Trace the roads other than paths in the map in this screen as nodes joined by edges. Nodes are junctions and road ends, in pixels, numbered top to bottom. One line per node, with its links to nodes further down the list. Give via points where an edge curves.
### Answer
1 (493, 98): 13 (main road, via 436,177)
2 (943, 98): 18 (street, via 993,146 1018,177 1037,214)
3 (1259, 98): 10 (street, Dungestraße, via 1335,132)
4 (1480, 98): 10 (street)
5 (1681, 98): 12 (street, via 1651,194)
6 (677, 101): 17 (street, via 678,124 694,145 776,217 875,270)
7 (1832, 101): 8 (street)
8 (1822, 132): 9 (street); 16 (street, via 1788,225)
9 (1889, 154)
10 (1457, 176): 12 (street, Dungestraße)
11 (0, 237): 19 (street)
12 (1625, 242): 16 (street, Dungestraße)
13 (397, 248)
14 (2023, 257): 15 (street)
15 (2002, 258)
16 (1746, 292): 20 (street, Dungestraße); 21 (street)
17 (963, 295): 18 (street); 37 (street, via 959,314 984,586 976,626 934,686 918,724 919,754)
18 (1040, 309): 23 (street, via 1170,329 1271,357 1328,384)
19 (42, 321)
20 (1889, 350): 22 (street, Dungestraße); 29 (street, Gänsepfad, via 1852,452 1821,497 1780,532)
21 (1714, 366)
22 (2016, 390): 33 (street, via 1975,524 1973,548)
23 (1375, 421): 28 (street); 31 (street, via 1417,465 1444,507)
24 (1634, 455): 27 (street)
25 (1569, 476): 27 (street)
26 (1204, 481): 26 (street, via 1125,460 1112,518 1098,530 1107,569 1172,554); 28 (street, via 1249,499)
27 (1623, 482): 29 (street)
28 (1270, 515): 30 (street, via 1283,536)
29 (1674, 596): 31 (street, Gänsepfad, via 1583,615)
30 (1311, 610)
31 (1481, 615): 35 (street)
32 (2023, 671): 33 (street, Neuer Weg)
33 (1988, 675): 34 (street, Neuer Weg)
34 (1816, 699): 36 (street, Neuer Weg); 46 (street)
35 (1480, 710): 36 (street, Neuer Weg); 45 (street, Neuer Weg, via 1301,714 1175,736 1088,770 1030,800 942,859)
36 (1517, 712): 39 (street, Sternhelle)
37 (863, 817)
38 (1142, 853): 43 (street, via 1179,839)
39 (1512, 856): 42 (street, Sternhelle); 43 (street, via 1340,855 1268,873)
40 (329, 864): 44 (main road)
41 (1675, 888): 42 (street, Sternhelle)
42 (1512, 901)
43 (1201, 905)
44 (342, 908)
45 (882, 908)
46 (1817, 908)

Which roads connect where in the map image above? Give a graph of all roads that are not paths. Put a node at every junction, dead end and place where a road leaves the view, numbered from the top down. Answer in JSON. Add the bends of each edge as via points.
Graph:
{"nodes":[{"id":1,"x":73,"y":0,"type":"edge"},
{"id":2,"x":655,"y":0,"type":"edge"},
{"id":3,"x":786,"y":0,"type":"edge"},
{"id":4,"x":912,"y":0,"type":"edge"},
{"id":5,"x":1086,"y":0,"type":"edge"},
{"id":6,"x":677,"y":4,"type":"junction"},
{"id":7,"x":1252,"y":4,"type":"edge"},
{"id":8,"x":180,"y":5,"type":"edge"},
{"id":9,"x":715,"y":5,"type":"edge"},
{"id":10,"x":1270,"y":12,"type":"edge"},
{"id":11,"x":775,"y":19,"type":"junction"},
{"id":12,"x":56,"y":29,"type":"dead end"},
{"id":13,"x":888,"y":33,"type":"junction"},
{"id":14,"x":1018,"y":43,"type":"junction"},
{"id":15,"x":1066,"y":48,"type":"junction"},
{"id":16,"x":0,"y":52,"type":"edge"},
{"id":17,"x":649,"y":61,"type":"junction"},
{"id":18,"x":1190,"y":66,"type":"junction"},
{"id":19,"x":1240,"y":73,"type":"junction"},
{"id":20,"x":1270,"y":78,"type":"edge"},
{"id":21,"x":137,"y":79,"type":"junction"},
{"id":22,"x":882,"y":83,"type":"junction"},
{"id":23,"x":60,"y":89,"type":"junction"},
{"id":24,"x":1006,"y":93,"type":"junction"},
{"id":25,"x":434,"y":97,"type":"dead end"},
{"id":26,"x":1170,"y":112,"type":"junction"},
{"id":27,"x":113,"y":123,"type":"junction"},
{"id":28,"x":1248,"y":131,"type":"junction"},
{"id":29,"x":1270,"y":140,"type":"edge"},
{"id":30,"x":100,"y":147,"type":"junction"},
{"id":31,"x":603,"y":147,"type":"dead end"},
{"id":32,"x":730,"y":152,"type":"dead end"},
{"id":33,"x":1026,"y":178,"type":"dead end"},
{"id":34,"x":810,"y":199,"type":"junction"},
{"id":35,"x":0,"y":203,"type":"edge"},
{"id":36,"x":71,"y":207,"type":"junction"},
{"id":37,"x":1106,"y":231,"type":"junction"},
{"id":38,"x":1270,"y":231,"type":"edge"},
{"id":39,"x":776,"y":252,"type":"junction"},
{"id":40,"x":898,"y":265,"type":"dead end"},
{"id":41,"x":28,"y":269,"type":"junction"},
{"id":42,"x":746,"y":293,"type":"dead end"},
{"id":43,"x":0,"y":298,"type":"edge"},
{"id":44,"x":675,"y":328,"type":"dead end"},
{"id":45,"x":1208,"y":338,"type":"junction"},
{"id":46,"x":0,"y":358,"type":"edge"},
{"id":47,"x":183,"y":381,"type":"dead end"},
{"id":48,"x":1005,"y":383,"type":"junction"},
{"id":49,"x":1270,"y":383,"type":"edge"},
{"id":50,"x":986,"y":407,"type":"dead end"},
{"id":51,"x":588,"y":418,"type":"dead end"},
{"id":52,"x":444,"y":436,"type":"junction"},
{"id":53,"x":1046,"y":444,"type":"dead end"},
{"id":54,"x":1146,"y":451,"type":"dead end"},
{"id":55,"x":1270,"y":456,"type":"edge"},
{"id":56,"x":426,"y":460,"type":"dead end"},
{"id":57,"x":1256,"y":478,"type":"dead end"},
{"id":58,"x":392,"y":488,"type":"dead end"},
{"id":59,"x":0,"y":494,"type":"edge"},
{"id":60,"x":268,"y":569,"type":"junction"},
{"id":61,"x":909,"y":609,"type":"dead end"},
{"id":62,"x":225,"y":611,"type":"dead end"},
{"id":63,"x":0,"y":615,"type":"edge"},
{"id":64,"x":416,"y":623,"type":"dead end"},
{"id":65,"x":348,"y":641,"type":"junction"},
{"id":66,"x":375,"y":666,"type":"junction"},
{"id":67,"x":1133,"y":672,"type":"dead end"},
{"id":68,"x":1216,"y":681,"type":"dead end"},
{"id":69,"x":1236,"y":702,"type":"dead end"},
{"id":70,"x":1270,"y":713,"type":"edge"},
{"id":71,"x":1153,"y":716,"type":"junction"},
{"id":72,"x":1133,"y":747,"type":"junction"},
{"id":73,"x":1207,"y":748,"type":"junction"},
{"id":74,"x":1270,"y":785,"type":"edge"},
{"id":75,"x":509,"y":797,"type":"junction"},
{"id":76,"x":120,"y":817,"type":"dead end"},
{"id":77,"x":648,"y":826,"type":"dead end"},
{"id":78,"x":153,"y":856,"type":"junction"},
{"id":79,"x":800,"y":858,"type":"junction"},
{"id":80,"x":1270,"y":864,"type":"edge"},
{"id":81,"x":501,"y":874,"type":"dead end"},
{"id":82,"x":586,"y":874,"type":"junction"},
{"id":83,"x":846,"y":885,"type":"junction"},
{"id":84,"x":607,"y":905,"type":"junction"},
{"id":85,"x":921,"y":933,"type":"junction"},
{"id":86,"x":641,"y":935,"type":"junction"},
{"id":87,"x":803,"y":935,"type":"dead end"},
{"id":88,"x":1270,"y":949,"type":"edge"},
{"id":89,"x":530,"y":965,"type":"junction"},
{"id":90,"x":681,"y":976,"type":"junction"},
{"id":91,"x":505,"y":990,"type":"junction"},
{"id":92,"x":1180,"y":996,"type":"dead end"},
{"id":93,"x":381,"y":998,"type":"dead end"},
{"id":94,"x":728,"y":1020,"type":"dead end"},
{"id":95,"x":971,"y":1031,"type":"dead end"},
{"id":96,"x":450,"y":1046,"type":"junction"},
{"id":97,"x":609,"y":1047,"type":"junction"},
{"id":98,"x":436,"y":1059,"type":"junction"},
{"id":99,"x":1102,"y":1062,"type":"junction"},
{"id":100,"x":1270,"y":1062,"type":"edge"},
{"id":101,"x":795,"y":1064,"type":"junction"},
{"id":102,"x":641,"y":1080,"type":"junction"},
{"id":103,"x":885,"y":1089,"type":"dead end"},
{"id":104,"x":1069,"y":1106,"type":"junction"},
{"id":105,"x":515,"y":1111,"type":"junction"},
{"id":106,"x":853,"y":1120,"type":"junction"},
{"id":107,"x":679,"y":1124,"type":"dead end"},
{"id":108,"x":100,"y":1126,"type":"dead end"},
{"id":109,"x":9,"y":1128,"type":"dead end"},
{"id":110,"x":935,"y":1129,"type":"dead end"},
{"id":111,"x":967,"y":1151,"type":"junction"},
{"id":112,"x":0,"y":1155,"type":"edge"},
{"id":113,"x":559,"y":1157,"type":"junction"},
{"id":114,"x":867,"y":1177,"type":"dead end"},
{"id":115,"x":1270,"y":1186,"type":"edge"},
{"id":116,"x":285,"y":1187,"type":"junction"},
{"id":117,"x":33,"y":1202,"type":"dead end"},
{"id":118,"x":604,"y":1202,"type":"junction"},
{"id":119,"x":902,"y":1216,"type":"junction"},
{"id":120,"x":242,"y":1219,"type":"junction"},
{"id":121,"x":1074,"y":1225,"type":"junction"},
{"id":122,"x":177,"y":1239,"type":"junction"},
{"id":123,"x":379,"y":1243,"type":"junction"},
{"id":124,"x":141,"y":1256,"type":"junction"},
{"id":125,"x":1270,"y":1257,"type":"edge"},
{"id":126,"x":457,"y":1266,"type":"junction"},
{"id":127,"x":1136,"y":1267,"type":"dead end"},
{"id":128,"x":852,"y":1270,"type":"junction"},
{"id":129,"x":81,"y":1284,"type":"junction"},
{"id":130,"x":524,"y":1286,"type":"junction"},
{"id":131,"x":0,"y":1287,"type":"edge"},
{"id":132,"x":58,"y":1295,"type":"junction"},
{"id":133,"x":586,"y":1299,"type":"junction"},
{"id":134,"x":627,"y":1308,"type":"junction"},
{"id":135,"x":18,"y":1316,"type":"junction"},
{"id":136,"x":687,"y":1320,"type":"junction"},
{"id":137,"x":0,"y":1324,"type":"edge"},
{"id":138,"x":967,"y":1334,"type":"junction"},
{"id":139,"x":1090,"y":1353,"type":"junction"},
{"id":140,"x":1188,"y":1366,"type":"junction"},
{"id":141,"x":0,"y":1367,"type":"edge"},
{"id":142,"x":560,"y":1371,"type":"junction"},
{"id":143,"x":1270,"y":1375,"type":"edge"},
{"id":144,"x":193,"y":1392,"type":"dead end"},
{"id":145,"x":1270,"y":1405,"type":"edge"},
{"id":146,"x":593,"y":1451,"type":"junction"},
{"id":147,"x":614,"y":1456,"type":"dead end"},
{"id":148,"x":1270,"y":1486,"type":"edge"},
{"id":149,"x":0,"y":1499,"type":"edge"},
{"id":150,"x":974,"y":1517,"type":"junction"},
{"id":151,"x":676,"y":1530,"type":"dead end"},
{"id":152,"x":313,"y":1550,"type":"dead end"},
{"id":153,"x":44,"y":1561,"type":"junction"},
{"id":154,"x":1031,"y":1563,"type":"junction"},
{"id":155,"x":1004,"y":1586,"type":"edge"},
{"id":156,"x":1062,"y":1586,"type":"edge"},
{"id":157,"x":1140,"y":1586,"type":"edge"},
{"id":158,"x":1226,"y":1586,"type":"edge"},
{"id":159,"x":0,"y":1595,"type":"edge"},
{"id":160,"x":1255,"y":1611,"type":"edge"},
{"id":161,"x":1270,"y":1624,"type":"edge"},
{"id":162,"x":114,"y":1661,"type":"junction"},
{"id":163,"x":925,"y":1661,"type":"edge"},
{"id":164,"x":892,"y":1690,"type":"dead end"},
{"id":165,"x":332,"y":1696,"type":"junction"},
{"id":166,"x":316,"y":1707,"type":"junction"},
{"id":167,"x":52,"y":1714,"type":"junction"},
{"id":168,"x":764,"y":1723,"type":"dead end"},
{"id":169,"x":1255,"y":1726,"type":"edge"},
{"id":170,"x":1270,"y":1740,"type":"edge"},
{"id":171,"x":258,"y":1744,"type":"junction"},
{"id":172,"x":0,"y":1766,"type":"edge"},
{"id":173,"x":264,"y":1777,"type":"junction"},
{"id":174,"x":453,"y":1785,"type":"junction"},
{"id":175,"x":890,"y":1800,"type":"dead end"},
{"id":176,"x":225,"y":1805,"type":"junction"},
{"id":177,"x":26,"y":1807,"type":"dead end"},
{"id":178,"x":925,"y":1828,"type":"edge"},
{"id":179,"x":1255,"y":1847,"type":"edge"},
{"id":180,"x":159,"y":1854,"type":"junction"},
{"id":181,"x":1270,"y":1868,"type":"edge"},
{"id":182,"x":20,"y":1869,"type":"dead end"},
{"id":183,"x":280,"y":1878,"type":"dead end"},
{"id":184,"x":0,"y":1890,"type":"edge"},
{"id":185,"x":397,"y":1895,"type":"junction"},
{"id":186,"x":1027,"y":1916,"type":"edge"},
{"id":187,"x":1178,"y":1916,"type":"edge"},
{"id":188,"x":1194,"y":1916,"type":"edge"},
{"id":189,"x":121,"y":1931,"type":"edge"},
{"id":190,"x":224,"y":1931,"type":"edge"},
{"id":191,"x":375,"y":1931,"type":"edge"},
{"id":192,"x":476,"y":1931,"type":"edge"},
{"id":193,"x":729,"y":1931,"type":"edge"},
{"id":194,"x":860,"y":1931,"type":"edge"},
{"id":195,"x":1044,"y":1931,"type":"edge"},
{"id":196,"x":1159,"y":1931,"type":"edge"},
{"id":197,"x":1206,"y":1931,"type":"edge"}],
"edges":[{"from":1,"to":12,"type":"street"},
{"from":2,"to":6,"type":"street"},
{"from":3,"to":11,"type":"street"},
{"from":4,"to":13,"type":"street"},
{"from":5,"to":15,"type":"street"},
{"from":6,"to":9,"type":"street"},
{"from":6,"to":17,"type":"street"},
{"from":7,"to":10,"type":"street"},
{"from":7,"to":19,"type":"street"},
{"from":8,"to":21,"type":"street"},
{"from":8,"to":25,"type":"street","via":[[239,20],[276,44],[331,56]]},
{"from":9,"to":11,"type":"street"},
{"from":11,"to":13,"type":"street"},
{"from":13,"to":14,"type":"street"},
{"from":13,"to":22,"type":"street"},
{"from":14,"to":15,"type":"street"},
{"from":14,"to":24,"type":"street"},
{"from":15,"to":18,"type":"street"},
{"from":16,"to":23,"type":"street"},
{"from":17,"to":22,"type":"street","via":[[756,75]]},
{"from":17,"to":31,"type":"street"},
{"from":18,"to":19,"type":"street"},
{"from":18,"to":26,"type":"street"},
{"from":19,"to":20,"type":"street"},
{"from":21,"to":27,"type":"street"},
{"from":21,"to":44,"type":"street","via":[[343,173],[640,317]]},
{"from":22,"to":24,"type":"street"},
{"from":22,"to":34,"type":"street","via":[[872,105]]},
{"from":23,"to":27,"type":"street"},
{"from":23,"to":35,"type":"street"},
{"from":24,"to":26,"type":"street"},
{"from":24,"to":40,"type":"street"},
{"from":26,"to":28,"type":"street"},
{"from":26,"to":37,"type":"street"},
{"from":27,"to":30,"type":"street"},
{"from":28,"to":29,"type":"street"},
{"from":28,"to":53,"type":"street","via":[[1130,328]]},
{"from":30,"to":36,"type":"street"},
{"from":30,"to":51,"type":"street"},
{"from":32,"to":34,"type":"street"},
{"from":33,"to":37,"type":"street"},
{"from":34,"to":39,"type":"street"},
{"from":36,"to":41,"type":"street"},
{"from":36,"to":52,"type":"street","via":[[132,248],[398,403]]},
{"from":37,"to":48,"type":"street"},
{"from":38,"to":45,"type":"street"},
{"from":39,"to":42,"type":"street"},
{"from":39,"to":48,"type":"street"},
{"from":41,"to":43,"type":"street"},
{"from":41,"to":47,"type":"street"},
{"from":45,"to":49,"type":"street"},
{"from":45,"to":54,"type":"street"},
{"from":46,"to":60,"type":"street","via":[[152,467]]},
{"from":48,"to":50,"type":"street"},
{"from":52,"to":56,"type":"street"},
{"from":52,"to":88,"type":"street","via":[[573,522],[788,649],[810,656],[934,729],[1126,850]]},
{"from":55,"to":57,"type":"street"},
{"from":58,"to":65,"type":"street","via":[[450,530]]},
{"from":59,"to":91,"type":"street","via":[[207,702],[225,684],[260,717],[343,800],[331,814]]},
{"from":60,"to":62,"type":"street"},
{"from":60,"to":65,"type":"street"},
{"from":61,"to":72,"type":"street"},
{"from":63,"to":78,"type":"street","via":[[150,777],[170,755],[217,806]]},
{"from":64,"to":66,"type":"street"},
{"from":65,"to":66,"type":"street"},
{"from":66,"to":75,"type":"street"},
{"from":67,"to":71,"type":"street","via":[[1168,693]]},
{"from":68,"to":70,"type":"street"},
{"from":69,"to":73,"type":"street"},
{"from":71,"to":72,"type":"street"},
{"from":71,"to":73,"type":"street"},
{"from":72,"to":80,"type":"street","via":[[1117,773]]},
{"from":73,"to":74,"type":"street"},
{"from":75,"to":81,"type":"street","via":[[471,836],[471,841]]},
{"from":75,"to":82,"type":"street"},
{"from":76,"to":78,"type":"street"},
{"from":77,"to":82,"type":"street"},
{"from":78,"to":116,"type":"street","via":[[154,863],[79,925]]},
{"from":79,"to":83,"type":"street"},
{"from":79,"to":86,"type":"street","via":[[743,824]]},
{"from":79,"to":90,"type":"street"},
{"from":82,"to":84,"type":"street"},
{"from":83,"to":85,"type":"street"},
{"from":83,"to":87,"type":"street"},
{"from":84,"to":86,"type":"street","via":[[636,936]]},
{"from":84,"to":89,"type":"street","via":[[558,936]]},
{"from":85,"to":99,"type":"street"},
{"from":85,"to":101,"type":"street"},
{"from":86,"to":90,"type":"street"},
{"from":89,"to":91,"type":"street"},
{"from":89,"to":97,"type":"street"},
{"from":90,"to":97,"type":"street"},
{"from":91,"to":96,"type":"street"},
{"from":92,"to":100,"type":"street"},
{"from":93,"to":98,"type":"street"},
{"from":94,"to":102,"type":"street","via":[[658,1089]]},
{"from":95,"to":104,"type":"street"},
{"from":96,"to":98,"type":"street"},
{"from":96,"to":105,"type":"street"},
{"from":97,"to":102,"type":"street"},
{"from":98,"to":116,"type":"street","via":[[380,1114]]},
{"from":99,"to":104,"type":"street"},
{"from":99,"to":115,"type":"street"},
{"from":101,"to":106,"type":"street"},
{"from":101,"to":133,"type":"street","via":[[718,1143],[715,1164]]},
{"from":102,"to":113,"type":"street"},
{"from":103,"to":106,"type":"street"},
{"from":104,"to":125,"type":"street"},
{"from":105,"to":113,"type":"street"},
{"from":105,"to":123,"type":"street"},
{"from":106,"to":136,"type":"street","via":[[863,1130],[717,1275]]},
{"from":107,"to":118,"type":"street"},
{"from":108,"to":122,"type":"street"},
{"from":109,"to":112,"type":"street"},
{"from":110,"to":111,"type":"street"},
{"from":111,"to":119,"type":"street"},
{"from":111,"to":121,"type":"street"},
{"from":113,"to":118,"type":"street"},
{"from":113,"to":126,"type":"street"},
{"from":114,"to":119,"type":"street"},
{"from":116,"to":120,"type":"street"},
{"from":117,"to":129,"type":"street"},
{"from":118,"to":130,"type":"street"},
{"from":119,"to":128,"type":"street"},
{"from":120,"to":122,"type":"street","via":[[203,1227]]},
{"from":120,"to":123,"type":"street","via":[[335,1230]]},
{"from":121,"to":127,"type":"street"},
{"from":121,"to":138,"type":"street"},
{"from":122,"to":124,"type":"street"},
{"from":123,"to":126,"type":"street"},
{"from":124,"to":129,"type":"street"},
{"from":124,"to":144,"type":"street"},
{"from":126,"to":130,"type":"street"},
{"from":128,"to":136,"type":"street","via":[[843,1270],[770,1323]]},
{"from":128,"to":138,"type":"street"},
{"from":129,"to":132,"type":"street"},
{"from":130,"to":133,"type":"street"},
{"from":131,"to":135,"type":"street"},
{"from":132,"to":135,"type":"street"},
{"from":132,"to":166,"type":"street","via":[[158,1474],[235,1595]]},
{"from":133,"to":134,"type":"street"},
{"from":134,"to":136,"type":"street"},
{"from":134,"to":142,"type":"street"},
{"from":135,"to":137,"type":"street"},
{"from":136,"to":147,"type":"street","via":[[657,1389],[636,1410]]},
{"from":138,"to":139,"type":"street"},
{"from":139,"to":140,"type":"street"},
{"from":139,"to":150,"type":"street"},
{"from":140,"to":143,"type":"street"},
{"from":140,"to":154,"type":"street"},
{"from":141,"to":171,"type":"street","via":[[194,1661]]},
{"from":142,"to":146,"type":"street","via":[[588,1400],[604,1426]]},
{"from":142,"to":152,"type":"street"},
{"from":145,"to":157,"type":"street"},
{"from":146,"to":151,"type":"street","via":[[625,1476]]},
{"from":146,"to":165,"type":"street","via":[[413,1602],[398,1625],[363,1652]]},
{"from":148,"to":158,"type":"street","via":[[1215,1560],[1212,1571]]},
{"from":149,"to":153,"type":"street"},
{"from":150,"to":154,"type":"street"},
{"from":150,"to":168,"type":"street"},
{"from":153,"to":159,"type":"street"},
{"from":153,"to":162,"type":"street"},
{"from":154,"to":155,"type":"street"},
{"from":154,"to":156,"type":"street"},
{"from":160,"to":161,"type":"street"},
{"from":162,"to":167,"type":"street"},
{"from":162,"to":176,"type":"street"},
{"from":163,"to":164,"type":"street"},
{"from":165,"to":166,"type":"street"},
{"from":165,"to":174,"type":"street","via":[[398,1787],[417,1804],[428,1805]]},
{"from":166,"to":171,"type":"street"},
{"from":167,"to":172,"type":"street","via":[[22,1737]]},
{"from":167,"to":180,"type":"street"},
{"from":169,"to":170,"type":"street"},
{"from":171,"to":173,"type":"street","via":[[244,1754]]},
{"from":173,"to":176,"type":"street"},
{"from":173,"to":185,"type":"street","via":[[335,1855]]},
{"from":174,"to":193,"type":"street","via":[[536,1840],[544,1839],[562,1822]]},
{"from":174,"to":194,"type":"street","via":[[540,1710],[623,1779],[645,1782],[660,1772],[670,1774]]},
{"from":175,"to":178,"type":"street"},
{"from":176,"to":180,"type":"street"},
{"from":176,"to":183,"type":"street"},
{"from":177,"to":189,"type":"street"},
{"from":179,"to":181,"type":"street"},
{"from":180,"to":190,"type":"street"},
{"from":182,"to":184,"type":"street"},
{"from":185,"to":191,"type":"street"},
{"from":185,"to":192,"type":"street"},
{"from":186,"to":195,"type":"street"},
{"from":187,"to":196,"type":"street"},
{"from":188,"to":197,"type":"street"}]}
——
YOUR INSTRUCTIONS => Tally the lines of the data that include the word "Dungestraße". Reply with the number only.

RESPONSE => 5